Free Humans
Hen Ogledd
Domino Records
en partenariat avec Domino Records

Free Humans, les collines galloises et montagnes russes de Hen Ogledd

Le troisième album de Hen Ogledd, "Free Humans", est paru vendredi 25 septembre. Il accompagne la mue du songwriter Richard Dawson, passé d’un avant-folk d’inspiration médiévale à une synth-pop eighties détonnante.

Il y a eu Bronze, bruitiste et souvent bruyant. A suivi Mogic, complexe et peut-être complexé. Free Humans, sorti le vendredi 25 septembre, est libre… et sans aucun doute libéré. Pour son troisième album, l’Anglais Hen Ogledd signe la plus pop de ses œuvres, mais une pop érudite et espiègle, se riant de celle ou celui qui n’arriverait pas à suivre. Ce qui n’est, avouons-le, pas si simple. 

Au départ, Hen Ogledd devait former un cocon : cela deviendra une chrysalide. En 2012, à l’orée de son succès critique dans l’avant-folk – il vient de publier le tortueux mais génial The Magic Bridge -, le songwriter britannique Richard Dawson se lie à Rhodri Davies, figure de la musique improvisée, pour un album collaboratif. 

Les deux compatriotes se sont rencontrés au comptoir du disquaire dont Dawson tient la boutique à Newcastle. Dans leur bulle, ils jouent avec les sons comme des matières, au cours de plages décousues que l’on qualifierait d’instrumentales si l’on considérait les bourdonnements, le fracas et les craquellements comme des instruments à part entière. 

Hen Ogledd, à cheval entre l’Angleterre et l’Écosse

Du moins leur musique est-elle presque intégralement dépourvue de chant, de conventions et peut-être d’ambition, si ce n’est celle de broder un espace récréatif, jubilatoire et finalement un peu dérisoire.
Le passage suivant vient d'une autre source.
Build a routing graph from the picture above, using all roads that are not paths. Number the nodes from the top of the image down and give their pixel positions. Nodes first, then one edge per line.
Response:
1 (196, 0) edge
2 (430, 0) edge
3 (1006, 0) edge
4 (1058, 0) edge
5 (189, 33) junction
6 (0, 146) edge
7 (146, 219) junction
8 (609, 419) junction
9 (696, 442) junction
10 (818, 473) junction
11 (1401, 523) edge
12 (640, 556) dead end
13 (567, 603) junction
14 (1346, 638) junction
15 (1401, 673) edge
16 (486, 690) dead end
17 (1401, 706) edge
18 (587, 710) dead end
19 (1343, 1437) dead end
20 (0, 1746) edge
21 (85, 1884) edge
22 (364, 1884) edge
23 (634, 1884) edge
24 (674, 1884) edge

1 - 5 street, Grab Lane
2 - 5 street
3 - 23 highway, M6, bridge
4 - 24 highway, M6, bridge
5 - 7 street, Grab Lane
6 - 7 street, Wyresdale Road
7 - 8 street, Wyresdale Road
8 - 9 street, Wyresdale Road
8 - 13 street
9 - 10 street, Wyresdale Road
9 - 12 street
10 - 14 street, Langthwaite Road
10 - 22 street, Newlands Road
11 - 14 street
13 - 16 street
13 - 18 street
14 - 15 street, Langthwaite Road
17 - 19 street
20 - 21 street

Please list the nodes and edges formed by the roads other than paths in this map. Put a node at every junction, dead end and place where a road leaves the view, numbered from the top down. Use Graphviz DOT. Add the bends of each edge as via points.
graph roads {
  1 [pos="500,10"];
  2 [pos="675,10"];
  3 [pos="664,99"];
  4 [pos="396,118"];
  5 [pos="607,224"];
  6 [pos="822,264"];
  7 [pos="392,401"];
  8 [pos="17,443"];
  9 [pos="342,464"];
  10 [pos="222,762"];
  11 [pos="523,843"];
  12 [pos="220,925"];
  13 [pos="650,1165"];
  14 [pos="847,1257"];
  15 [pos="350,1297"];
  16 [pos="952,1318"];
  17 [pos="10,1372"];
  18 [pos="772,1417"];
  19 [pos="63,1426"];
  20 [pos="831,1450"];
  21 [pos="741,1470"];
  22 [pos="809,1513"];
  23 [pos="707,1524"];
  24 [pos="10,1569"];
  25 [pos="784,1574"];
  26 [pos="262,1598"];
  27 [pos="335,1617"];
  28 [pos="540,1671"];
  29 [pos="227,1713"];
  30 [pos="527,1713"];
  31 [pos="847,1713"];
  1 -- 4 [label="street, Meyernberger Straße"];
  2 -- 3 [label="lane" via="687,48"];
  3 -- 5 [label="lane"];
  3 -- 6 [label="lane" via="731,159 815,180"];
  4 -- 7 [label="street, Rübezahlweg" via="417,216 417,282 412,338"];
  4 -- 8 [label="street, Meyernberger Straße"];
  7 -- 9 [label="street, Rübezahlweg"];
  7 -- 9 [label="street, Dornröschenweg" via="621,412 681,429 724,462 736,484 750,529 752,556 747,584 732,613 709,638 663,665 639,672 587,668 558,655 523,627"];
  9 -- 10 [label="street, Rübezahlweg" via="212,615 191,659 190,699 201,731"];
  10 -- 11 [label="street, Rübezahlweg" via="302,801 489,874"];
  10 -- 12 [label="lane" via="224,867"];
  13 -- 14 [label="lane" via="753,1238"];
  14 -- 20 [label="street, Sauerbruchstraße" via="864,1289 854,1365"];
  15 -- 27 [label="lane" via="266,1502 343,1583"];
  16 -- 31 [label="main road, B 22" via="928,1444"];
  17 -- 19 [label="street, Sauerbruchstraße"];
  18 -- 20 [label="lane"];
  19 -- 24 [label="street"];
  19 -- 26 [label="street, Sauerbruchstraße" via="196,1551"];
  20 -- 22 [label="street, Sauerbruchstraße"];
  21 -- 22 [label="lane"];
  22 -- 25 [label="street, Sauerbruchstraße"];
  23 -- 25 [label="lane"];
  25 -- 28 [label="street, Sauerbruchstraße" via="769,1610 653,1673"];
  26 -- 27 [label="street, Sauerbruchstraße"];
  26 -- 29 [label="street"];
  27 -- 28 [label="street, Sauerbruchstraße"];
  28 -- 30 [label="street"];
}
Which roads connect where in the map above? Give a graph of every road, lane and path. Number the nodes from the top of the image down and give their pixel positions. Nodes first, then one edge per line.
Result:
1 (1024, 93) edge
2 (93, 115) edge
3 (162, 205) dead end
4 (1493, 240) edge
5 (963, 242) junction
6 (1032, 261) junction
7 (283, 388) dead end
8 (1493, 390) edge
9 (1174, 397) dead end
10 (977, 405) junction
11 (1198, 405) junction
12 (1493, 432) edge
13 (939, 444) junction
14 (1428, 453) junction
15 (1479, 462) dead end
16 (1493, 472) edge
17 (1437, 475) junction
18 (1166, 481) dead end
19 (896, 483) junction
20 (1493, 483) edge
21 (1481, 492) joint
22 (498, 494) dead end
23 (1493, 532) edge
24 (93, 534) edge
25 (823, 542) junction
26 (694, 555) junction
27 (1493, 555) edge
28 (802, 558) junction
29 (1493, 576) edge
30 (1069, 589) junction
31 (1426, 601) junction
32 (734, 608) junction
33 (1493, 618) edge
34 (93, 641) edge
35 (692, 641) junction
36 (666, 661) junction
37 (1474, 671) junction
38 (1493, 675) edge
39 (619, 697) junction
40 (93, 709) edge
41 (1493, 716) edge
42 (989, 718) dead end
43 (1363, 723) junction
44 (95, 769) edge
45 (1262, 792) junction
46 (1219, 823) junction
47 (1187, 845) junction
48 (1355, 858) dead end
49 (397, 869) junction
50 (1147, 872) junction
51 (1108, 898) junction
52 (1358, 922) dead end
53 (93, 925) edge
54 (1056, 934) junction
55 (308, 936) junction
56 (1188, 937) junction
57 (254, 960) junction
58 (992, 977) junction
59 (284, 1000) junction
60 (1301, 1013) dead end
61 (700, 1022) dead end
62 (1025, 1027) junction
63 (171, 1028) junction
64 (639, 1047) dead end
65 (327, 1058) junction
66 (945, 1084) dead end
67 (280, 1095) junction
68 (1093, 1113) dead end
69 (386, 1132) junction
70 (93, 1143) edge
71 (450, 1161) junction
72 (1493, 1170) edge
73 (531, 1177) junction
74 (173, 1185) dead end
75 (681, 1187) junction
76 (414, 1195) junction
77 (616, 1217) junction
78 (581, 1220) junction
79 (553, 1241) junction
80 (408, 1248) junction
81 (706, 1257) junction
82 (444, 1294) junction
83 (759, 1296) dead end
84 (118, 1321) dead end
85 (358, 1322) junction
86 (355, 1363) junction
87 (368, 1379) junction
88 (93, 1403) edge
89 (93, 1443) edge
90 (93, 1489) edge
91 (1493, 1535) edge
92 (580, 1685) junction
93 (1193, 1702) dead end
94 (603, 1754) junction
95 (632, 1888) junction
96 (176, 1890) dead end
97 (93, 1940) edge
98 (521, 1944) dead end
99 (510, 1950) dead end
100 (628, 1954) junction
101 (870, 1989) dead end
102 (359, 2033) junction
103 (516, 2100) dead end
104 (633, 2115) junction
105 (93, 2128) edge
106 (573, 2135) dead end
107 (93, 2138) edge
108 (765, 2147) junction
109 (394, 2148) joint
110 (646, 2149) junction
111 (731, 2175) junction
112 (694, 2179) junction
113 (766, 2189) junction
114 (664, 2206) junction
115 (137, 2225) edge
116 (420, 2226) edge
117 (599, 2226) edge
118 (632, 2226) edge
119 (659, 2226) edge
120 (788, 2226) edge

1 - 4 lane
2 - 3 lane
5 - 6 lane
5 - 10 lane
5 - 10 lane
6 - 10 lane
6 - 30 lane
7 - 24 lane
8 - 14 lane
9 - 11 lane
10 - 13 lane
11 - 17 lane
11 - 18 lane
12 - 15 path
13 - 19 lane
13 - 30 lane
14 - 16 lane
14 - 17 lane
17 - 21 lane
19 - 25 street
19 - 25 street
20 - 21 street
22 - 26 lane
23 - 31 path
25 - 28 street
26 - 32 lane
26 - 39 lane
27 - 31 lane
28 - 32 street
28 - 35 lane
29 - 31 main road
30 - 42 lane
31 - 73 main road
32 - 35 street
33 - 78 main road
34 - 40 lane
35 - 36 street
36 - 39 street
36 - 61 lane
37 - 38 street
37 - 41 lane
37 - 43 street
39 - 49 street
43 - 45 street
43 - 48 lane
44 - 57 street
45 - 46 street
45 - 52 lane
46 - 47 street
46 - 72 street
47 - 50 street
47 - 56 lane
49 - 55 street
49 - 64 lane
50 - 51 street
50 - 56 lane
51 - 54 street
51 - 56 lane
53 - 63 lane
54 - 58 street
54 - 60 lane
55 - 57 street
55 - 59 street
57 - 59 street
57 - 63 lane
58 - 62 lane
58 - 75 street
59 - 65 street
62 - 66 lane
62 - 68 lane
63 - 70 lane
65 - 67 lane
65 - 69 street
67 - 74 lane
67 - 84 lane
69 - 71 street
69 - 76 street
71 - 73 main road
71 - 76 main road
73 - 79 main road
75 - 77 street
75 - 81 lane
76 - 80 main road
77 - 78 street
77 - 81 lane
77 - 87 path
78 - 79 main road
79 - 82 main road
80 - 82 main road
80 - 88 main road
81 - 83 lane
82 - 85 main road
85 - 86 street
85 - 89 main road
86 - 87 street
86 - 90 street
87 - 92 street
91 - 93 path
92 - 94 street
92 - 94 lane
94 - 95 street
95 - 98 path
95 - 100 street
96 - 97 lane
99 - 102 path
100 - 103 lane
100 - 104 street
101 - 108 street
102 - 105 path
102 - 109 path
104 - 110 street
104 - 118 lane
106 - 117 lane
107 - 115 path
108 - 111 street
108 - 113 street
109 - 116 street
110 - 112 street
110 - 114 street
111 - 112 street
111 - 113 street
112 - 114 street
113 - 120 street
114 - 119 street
Deux chanteuses et artistes, Dawn Bothwell puis Sally Pilkington, se joignent bientôt à cette échappée cérébrale. Tous partagent le même penchant expérimental, la volonté de s’amuser et le goût du folklore britannique. Leur nom, Hen Ogledd, reprend le titre du premier LP des deux hommes. Il désigne une ancienne région britannique, à cheval entre l’Angleterre et l’Écosse. 

“Je vois Richard comme un membre du royaume de Gododdin, qui allait d’Edimbourg aux rives de la Tyne ; Dawn représente Ystrad Clud, l’ancien royaume de Strathclyde, et je suis un outsider en tant que Gallois”, s’amuse Rhodri Davies auprès du site The Quietus en 2017. Quelques mois plus tard, Richard Dawson publie à part le néo-médiéval Peasant. Ce disque de troubadour folk, beau et mystérieux comme un conte en langue celte, lui donne encore un nouveau statut. En solo comme en groupe, c’est un point de bascule.

Dès 2018, Mogic, le deuxième album de Hen Ogledd, nouvelle formule, mêle les sessions déjantées du quatuor à une synth-pop mutante mais structurée. L’ensemble est brouillon et bouillant : chez Magic, on peine à se souvenir d’un tel “bazar d’idées géniales et d’absurdités foireuses” depuis les débuts d’Animal Collective.

L’année suivante, on s’étonne d’apercevoir, sur 2020, le versant “le plus accessible, le plus turbulent et le plus théâtral” jamais montré par Richard Dawson. “Sans jamais ménager son auditeur, ce bouffon du roi virtuose est plus frontal, plus immédiatement touchant qu’il ne l’était jusqu’à présent”, s’enthousiasme-t-on. Sans se douter qu’entouré de ses camarades d’impro, Richard Dawson, dans cette course à pas de tortue, va très vite se défaire encore un peu de sa carapace. 

Sommet d’art pop eighties

Le groupe, certes, n’est pas tout à fait débarrassé de ses tendances démonstratives, et l’on ressort de Free Humans un peu émoussé par ses passages incantatoires menés tambour battant. D’un décor de collines galloises, le groupe a fait un album de montagnes russes : les accélérations sont puissantes, les virages, radicaux. On y côtoie des sommets d’art pop aux couleurs eighties : le chant d’équilibriste de Trouble réveille le trio post-punk de Cardiff des Young Marble Giants, la densité sonore en plus. 

Plus près de nous, on pense parfois même aux esthètes de Metronomy. Car le groupe a conservé des tribulations formelles de ses débuts une science du son ébouriffante. C’est dans ses moments les plus immédiats qu’il est le plus renversant : trop original pour être tout à fait civilisé, assez intelligible pour accrocher la curiosité, chaque single constitue un jeu de clair-obscur à lui seul. Et une promesse : plus exposé que jamais, Hen Ogledd n’a pas encore livré tous ses secrets.